> WORK TO COMPLETE
Copy the records below exactly as they stand. Leave out the pictures.

(Collected data)
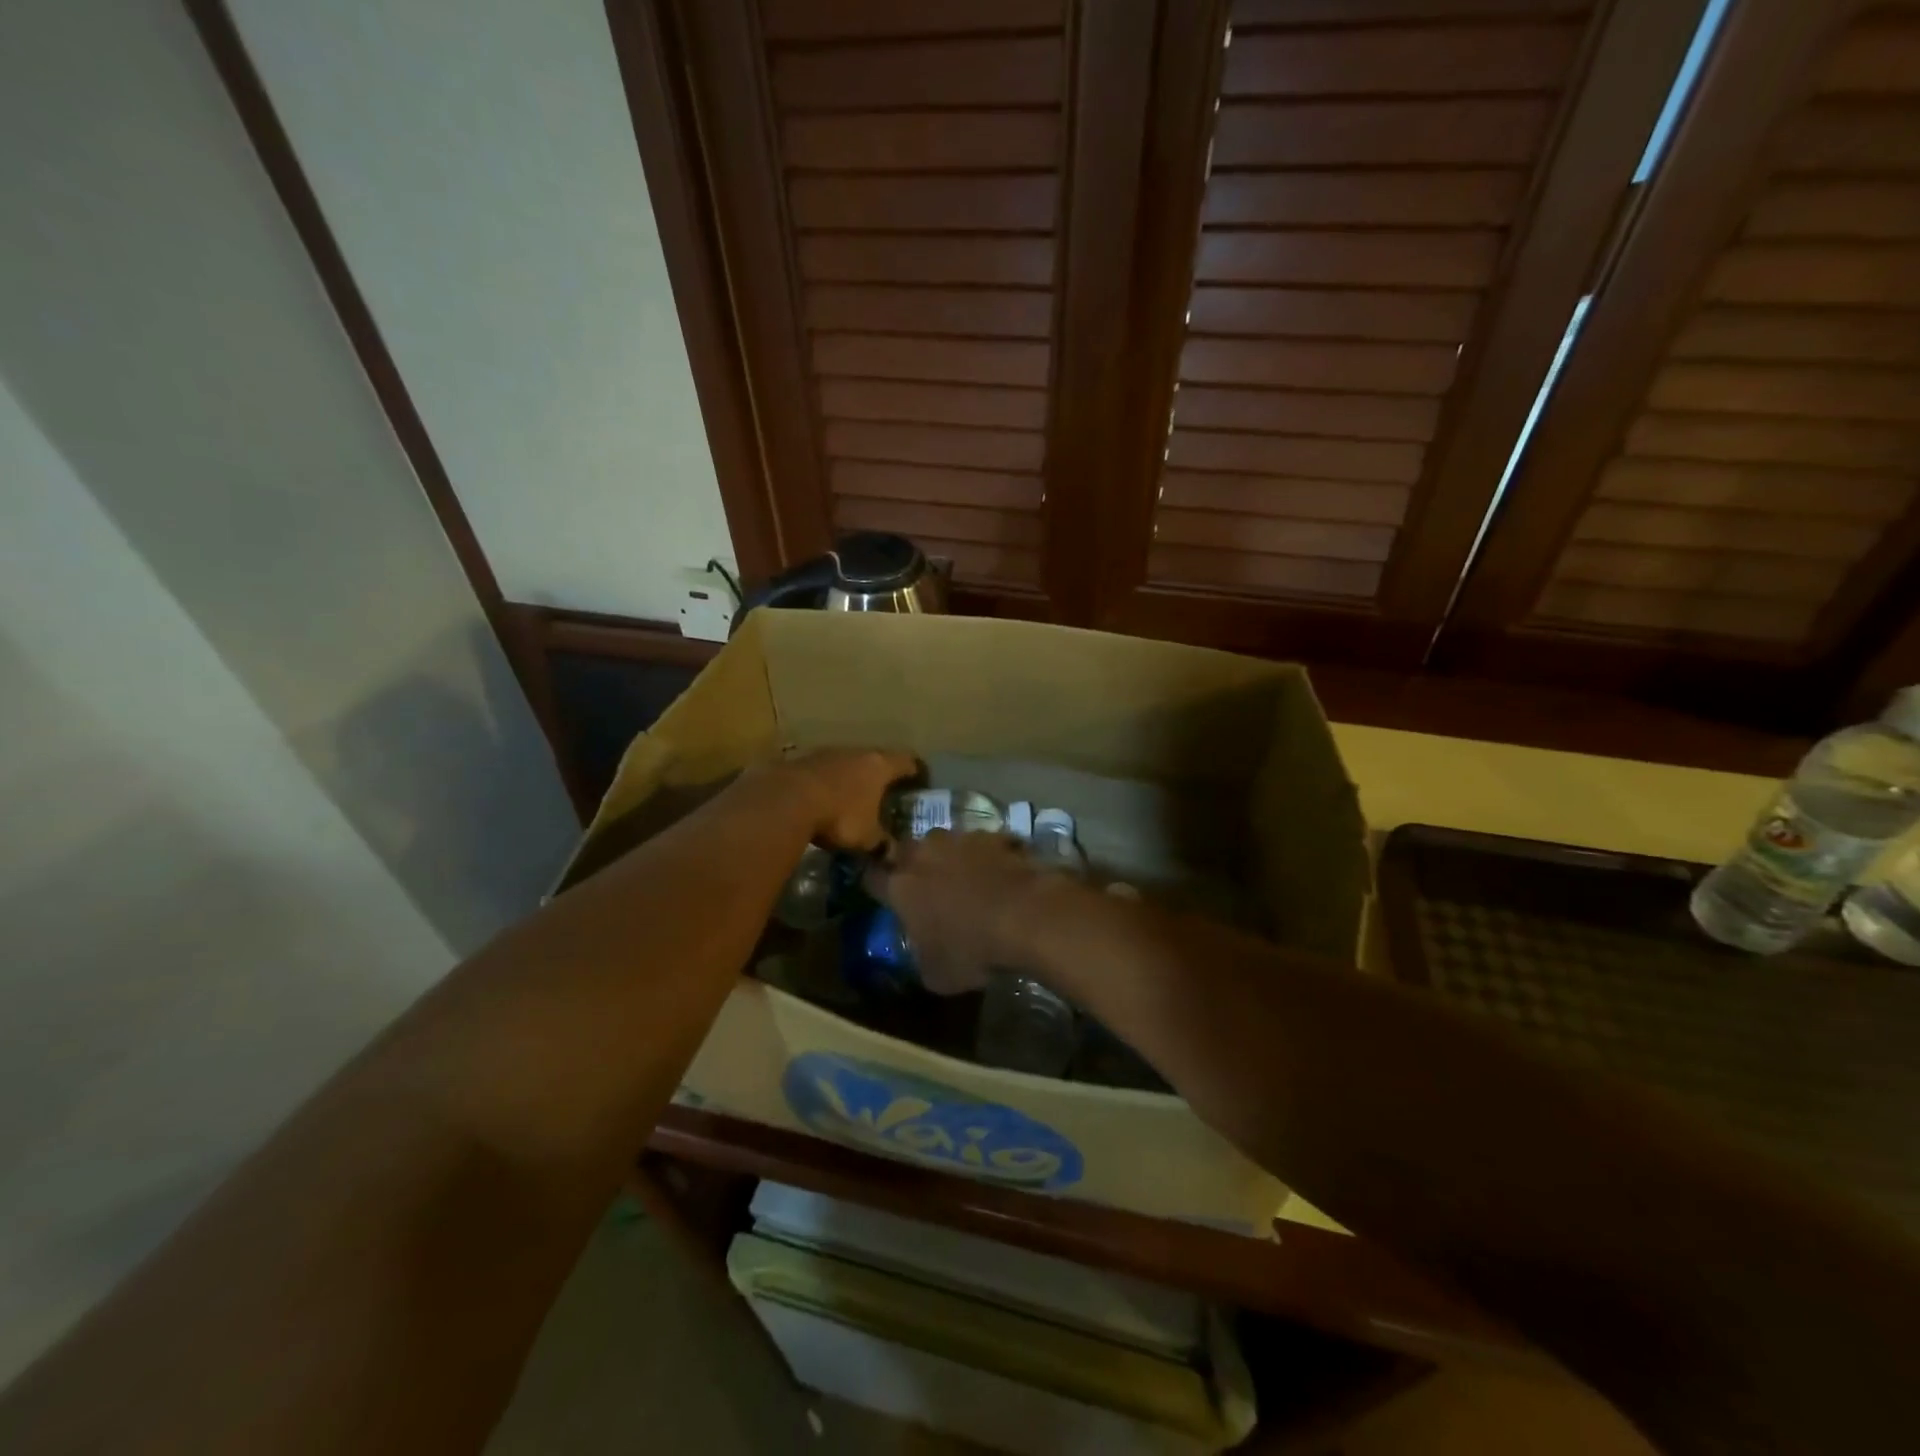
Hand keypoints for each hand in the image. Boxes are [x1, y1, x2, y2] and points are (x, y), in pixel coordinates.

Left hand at [776, 748, 918, 851]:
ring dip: (851, 778)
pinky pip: (823, 771)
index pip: (907, 761)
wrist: (786, 800)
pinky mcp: (802, 761)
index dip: (916, 771)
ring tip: (853, 797)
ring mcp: (828, 753)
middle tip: (885, 793)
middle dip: (881, 776)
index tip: (920, 781)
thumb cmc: (840, 815)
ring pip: (848, 763)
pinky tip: (824, 799)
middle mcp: (857, 752)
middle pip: (876, 759)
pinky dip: (828, 783)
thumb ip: (882, 843)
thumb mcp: (867, 837)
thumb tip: (892, 854)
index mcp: (880, 766)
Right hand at [868, 830, 1050, 994]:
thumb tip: (924, 952)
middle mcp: (924, 854)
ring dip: (949, 855)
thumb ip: (922, 957)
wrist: (1026, 915)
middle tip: (923, 882)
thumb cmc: (972, 950)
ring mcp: (960, 839)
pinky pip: (983, 843)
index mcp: (901, 887)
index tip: (881, 893)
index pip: (872, 878)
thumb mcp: (937, 975)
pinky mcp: (995, 835)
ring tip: (964, 875)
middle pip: (906, 850)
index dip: (875, 886)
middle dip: (910, 863)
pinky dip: (987, 855)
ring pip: (944, 841)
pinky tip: (1000, 872)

> SOLUTION FOR THIS PROBLEM
Hand keypoints for each hand in the image. Boxes are [x1, y1, x2, y2] and points are (x, y), in pixel coordinates.

Left hand at [776, 748, 918, 851]:
ring dip: (851, 778)
pinky pip: (823, 771)
index pip: (907, 761)
wrist: (786, 800)
pinky mcp: (802, 761)
index dip: (916, 771)
ring tip: (853, 797)
ring mcp: (828, 753)
middle tip: (885, 793)
middle dip: (881, 776)
index tip: (920, 781)
thumb cmc: (840, 815)
ring pip: (848, 763)
pinky tip: (824, 799)
middle mcp: (857, 752)
middle pip: (876, 759)
pinky dip: (828, 783)
thumb ip: (882, 843)
thumb mcp: (867, 837)
thumb tip: (892, 854)
index mcp: (880, 766)
Right hand at [868, 830, 1050, 994]:
thumb tip: (924, 952)
middle mcp: (924, 854)
ring dip: (949, 855)
thumb ip: (922, 957)
wrist: (1026, 915)
middle tip: (923, 882)
thumb cmc: (972, 950)
ring mcp: (960, 839)
pinky pip: (983, 843)
index mcp: (901, 887)
index tip: (881, 893)
index pip: (872, 878)
thumb mcp: (937, 975)
pinky mcp: (995, 835)
ring tip: (964, 875)
middle pip: (906, 850)
index dip: (875, 886)
middle dip: (910, 863)
pinky dip: (987, 855)
ring pip: (944, 841)
pinky tip: (1000, 872)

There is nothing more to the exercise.